Generally speaking, it is oxidization. Wine soaks oxygen in the air for chemical reaction. When there is plenty oxygen available, the wine begins to decompose itself and produce carbon dioxide, water, acetic acid. The carbon dioxide will brew out as the reaction leads to a higher temperature in the bottle, so we will see some bubbles in the bottle when it goes bad. Then, the produce of acetic acid makes the wine tastes strange, and the water weakens the original taste of wine. As the reaction continues, the whole bottle of wine will turn into a mixture of acetic acid and water. That’s a general description of wine going-bad-process.

So, to escape from this bad result, how can we store wine as long as possible even if it is opened?

How to Store Wine Correctly after Opening?


The core lies in reducing the contact of wine and air. Because once the oxygen is eliminated, the whole reaction will not happen. Here are some tips for you.

Tip 1: use a vacuum pump


A vacuum pump aims to expel as much air out of the bottle as possible thereby reduce the oxygen content and slow down the process of alcohol oxidization. It is also said that the vacuum pump will extract the flavor of wine, and weaken its bouquet. Actually, this effect is small compared with its obvious anti-oxidization ability. And this advised Ecooe vacuum pump is especially designed with 4 bottle stoppers for universal use; you can take it home and have a try.

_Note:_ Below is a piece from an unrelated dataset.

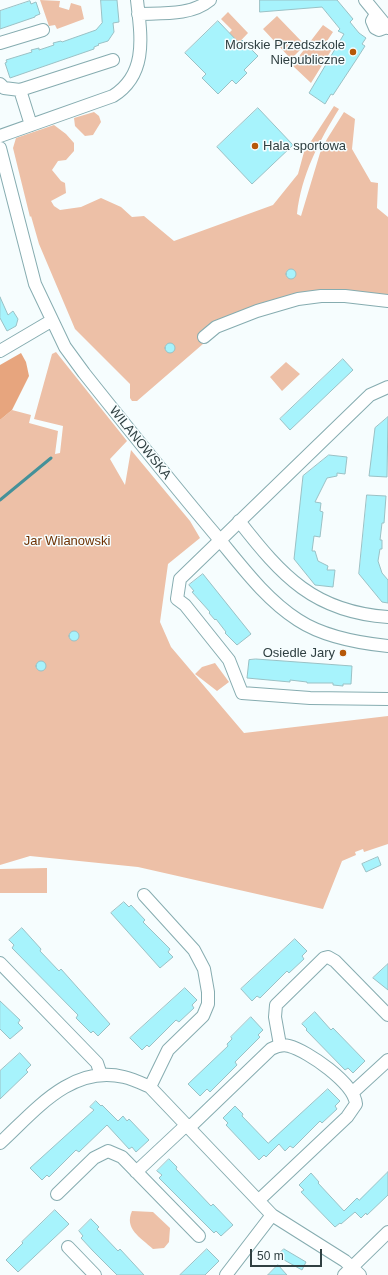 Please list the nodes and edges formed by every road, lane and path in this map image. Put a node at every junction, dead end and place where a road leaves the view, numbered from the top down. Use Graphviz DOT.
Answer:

Tip 2: store the wine upright and avoid sunshine

By settling the wine upright, you can reduce the surface exposed to the air and slow down oxidization. Besides, direct strong sunshine will exert inner reaction in the bottle and accelerate the temperature of bottle as well; these changes are favorable factors for alcohol chemical reaction.

Tip 3: remove heat

Low temperature slows down the oxidization process. Thereby you are advised to store the opened wine in refrigerator for continuous low temperature. But to avoid wine boiling, you should seal it with good pitchers. On the other hand, some places like attic and windowsill are not good for storing. Because the temperature changes in them are so rapid.

Tip 4: add in inert gas

Adding inert gas may be the best way to keep wine fresh because in that case, almost all the oxygen is expelled. Yet the device is not cheap, generally costs $200-$400. If you are a wine enthusiast, you can have a try.